Ki: 0.19±0.04 μM (histamine H ₁ receptor)

ReN 1869 is a highly selective tricyclic antihistamine that shows functional histamine H ₁ receptor antagonism. Binding studies with radioactively labelled ReN 1869 reveals high affinity only for the histamine H ₁ receptor in addition to some affinity for a sigma site. ReN 1869 is profiled for activity at 10 μM at various receptors, transporters, enzymes and ion channels. ReN 1869 only demonstrates affinity to the histamine H1 receptor (guinea pig brain, [ ³ H]pyrilamine) with a K _i of 0.19±0.04 μM and the non-selective σ site [guinea pig brain, [ ³ H]1,3-di-tolylguanidine (DTG)] with a K _i of 0.45 μM. ReN 1869 dose-dependently reduces the responses with IC ₅₀ of 1.70±0.002 μM.
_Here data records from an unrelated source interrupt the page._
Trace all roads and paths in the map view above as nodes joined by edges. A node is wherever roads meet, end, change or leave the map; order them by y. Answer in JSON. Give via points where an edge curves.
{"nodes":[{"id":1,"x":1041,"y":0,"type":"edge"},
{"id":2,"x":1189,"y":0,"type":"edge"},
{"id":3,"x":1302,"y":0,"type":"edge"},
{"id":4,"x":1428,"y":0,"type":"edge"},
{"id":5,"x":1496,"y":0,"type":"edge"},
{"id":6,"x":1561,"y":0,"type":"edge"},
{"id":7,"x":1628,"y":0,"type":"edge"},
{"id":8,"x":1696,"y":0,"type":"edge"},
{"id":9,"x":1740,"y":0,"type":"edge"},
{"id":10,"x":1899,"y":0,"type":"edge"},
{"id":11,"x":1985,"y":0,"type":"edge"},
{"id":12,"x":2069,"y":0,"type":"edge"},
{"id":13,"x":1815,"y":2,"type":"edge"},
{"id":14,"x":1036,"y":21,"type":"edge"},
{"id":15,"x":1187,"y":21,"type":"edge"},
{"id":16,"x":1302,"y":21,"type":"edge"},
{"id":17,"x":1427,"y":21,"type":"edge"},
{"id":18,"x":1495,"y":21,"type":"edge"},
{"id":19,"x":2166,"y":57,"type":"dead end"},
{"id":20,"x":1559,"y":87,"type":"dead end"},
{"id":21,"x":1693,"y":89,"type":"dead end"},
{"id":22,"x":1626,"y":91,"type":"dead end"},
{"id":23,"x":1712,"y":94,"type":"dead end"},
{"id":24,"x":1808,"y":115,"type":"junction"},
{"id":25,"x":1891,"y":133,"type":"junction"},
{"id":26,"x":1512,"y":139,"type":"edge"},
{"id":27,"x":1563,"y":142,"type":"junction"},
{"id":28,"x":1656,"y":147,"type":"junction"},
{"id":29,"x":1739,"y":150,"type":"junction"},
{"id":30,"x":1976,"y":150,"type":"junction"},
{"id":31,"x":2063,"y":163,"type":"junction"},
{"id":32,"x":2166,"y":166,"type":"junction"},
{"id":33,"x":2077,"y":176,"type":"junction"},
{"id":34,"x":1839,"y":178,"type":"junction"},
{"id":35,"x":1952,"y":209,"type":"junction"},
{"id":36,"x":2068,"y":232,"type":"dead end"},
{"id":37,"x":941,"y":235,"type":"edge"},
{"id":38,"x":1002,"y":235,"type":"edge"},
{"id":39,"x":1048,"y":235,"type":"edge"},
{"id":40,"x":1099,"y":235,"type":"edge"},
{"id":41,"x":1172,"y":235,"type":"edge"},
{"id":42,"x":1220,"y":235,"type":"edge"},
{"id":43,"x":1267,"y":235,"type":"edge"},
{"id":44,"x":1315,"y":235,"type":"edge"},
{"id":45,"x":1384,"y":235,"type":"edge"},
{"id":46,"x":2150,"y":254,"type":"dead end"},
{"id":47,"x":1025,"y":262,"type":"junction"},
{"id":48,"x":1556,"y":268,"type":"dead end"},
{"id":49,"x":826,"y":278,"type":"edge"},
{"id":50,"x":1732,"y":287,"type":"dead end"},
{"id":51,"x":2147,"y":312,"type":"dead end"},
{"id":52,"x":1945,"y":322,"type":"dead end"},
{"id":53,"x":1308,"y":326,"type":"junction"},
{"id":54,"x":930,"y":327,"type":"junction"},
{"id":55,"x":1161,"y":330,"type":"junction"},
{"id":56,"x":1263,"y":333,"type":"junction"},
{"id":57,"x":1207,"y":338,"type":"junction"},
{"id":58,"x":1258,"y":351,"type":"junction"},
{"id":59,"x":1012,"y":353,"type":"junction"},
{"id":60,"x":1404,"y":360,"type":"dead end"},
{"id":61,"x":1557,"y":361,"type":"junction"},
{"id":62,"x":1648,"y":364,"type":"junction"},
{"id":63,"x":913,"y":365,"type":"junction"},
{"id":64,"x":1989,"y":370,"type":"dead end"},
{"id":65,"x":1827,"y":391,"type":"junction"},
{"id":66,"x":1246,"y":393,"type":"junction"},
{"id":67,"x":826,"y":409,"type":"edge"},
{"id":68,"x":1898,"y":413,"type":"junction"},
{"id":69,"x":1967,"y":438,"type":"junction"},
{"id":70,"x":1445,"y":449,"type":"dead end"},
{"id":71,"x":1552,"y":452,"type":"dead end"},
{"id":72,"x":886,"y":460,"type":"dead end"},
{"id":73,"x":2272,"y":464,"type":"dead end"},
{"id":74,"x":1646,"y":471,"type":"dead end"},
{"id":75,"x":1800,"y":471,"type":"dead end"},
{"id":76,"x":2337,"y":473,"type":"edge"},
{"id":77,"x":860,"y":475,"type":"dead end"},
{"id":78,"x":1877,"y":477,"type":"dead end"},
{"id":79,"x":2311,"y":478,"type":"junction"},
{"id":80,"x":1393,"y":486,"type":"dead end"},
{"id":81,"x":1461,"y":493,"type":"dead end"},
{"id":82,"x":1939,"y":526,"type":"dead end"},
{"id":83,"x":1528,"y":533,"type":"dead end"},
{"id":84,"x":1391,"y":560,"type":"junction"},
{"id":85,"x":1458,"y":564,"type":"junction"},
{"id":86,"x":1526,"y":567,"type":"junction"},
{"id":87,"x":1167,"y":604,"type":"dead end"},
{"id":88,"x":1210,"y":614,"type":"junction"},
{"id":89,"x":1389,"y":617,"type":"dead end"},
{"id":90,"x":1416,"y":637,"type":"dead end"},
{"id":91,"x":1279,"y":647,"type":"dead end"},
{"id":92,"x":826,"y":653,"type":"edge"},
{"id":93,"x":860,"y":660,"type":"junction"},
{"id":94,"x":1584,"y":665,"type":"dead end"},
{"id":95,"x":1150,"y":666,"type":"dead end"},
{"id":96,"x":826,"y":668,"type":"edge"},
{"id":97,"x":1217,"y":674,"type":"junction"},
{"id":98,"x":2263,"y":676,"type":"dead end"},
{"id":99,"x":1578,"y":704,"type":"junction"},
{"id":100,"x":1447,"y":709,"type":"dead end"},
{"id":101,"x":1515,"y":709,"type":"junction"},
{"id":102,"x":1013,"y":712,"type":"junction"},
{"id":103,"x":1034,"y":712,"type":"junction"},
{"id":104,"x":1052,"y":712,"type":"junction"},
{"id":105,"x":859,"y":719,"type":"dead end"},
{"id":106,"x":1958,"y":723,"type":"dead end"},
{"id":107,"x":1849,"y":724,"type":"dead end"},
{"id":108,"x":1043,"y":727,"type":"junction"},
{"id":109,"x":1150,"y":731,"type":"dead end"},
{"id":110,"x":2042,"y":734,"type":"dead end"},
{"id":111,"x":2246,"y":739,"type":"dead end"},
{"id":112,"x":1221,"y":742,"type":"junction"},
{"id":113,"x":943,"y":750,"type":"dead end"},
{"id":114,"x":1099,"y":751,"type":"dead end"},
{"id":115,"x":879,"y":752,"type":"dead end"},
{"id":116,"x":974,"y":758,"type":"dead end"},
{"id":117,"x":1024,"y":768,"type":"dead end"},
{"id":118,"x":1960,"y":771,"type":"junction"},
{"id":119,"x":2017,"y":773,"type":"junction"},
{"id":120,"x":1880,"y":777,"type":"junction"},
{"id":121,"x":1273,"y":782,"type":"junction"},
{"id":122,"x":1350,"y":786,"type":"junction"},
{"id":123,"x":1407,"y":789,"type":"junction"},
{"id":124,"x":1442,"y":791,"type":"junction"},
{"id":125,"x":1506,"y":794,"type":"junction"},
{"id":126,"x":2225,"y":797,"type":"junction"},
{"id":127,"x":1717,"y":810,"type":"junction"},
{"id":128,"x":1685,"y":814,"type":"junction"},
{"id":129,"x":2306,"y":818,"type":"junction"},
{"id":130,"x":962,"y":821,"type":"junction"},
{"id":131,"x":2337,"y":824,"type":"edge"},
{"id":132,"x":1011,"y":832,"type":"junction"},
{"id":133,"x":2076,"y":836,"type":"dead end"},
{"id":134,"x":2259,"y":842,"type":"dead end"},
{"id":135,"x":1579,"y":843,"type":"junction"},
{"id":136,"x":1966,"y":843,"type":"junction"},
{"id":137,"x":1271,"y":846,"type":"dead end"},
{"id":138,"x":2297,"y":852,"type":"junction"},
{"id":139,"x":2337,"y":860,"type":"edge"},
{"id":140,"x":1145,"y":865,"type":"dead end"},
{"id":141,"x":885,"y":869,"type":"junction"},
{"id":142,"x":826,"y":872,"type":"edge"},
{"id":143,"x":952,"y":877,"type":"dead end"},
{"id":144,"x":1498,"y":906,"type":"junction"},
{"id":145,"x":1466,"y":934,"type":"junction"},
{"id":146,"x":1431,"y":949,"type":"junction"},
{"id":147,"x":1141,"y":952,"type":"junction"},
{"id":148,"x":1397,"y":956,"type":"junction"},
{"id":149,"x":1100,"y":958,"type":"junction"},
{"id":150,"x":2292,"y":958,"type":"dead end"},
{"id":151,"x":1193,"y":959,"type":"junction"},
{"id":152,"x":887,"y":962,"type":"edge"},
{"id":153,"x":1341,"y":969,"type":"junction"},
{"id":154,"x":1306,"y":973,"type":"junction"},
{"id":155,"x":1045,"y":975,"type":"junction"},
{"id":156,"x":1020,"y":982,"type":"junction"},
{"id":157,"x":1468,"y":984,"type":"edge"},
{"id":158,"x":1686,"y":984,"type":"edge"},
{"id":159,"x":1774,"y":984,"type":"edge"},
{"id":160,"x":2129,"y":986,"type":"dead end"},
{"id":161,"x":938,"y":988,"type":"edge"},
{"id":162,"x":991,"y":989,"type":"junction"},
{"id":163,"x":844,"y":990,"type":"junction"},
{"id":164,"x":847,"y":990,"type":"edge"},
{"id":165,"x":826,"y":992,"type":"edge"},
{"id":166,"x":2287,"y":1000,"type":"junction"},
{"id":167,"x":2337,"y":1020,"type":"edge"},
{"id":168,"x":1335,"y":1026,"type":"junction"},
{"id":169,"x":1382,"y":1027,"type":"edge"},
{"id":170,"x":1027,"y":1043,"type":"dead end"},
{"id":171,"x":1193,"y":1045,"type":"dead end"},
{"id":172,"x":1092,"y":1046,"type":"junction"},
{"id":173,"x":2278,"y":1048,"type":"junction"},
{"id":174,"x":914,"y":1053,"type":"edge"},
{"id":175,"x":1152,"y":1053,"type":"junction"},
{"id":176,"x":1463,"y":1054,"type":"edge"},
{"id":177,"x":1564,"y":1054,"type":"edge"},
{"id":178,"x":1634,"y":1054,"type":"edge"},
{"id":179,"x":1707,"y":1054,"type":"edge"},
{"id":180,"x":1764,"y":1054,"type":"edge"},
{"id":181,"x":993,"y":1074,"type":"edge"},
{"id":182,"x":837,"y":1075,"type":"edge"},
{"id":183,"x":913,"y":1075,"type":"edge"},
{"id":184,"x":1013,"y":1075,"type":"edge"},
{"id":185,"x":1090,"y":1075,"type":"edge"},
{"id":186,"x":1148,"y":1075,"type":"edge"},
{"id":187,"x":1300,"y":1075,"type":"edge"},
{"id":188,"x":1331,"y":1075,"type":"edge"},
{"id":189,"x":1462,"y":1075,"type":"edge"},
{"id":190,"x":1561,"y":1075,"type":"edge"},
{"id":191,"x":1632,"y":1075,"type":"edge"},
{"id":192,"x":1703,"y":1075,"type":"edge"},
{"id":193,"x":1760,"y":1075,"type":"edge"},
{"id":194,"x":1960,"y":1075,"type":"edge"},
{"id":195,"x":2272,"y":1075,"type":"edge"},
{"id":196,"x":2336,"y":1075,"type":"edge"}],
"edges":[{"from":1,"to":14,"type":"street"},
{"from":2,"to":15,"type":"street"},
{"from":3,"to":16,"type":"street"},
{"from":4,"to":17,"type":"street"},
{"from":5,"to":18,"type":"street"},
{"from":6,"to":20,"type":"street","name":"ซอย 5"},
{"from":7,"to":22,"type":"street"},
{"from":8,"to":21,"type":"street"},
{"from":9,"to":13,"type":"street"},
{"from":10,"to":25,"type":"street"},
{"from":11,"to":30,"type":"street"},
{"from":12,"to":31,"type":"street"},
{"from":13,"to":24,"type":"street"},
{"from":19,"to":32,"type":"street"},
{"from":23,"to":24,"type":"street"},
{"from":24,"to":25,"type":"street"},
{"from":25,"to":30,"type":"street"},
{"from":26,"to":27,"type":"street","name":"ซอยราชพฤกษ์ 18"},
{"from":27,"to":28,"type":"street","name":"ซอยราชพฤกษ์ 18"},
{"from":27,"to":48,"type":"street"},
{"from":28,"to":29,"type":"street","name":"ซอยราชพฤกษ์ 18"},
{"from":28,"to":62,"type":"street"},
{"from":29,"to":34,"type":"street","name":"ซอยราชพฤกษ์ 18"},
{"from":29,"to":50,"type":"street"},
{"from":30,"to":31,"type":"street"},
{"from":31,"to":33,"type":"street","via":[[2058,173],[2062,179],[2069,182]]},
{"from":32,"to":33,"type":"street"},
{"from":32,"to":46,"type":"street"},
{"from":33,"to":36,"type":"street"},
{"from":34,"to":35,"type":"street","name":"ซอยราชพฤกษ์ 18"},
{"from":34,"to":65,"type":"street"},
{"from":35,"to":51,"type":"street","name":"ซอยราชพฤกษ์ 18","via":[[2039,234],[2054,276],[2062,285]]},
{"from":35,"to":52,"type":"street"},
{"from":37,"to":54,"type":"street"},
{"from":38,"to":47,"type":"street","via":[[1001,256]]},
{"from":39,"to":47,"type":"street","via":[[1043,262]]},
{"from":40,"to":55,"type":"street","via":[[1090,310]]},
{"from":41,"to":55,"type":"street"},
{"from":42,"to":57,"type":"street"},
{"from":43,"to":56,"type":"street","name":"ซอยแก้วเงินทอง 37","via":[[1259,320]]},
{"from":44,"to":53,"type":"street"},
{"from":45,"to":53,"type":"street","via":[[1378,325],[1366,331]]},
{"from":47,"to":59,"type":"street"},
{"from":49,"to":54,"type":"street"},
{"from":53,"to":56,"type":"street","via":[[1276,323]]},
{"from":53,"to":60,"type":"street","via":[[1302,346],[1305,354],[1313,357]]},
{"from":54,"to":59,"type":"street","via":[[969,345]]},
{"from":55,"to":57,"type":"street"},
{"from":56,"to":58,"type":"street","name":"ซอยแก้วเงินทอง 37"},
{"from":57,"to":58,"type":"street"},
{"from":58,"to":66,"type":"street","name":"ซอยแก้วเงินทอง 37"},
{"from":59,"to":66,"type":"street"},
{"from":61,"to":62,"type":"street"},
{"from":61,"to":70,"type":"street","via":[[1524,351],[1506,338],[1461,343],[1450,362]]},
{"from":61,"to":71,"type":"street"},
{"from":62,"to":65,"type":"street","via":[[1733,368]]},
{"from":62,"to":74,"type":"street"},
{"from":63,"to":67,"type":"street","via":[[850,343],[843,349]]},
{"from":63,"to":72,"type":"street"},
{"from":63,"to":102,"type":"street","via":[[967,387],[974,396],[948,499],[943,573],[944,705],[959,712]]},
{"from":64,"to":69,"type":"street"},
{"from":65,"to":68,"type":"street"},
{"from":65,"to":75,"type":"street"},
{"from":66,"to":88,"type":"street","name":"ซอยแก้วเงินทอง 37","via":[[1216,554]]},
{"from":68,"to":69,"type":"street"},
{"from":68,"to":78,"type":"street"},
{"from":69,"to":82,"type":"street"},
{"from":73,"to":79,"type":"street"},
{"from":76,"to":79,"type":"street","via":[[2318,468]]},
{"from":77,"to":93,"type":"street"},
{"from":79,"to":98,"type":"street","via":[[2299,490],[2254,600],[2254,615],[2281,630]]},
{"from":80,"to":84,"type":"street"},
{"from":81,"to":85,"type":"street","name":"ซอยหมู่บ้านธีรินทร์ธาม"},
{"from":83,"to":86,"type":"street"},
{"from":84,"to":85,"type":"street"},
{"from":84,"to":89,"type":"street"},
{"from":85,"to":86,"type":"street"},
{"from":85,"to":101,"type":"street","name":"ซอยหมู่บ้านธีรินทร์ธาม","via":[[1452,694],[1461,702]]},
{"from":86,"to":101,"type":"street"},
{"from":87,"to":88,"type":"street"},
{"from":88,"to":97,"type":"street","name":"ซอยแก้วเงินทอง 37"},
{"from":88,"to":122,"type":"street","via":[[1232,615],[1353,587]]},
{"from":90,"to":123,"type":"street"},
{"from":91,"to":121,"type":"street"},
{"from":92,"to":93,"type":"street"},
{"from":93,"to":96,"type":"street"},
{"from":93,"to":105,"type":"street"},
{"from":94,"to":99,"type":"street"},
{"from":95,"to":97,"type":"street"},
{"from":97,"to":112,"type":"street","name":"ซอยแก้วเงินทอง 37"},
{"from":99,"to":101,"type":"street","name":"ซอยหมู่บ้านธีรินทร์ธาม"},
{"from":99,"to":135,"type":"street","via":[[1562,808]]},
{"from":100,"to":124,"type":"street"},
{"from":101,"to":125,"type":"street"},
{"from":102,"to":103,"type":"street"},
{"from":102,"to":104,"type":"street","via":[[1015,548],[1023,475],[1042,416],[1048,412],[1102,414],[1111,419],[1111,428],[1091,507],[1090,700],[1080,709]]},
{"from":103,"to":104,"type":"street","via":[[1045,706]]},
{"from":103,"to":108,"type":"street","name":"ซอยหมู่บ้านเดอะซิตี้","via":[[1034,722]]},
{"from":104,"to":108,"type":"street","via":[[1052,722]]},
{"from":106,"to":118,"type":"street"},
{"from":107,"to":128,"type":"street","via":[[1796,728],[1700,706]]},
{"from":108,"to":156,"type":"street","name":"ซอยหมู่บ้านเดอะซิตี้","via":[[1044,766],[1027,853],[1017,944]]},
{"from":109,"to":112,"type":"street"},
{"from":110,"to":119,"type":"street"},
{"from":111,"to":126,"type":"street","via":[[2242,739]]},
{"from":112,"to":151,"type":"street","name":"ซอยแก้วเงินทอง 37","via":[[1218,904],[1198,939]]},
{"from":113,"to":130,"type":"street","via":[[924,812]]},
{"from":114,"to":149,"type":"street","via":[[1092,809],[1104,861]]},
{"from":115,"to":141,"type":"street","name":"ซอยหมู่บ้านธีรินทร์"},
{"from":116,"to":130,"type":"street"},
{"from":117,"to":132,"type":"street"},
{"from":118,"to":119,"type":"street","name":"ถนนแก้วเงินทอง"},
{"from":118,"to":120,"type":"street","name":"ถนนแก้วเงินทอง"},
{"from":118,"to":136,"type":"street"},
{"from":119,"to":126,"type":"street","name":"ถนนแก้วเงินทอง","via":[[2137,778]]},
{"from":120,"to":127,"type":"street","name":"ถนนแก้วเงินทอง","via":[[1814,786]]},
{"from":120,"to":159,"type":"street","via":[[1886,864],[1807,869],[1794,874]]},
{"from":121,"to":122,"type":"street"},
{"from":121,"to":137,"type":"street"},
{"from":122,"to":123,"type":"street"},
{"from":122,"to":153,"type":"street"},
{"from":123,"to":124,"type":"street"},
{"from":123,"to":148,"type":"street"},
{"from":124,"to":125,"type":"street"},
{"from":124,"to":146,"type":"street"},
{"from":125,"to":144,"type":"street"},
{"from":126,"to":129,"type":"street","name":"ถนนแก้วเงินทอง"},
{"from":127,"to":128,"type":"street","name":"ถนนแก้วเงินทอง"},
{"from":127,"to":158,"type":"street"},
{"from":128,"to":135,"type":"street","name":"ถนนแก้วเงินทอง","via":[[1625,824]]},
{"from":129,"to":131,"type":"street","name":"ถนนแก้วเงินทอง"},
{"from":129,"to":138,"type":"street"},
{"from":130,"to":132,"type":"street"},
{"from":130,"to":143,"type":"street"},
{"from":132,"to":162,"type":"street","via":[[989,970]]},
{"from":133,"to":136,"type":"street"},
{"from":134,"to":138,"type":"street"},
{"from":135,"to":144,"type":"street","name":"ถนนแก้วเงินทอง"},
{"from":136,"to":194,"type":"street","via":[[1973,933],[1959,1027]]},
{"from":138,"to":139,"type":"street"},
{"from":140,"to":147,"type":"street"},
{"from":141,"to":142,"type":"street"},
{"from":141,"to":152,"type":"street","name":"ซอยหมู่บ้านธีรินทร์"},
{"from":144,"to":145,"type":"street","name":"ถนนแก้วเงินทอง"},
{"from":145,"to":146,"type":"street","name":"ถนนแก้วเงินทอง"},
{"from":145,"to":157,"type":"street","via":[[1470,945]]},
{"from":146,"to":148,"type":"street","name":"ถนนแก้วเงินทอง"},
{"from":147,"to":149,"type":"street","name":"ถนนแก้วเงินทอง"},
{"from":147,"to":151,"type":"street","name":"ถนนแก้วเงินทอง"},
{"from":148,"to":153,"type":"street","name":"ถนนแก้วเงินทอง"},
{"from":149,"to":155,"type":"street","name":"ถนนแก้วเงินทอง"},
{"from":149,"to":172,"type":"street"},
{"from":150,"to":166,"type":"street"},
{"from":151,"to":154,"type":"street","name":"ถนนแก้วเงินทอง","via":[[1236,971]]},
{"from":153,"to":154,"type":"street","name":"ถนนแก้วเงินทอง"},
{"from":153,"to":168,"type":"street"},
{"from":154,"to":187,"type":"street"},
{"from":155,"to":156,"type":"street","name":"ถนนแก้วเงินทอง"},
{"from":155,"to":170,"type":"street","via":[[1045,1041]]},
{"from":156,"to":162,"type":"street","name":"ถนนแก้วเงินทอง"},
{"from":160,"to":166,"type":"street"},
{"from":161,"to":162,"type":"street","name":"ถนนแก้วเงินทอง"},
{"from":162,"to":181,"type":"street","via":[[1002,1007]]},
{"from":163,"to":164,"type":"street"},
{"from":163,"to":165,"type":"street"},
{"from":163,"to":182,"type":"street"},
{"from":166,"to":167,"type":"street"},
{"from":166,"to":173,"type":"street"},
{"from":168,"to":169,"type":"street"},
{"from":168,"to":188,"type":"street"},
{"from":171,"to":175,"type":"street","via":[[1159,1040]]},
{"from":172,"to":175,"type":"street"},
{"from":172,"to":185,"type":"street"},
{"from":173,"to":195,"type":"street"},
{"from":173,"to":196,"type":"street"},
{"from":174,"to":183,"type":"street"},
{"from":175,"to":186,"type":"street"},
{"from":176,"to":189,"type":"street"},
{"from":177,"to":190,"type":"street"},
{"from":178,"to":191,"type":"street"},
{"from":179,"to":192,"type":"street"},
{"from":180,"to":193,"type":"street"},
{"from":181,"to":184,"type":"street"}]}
The in vivo binding of [ ³ H]Mepyramine to mouse spinal cord and cerebellar histamine H ₁ receptors is dose-dependently inhibited by ReN 1869. ReN 1869 (in doses as low as 10 μg/kg i.p.) significantly inhibits the histamine-evoked paw edema. The ED ₅₀ is approximately 300 μg/kg. Interestingly, even a high dose of Mepyramine (10 mg/kg) is unable to inhibit significantly this type of edema (0.29±0.06 versus 0.34±0.05 in controls, n=7).ReN 1869 (1 mg/kg s.c.) is administered 30 min before paw injection with carrageenan and has no effect on the development of the paw edema. Dexamethasone (1 mg/kg s.c.) is given 1 h before carrageenan and expectedly diminished the edema. This effect is not affected by the simultaneous administration of 1 mg/kg ReN 1869.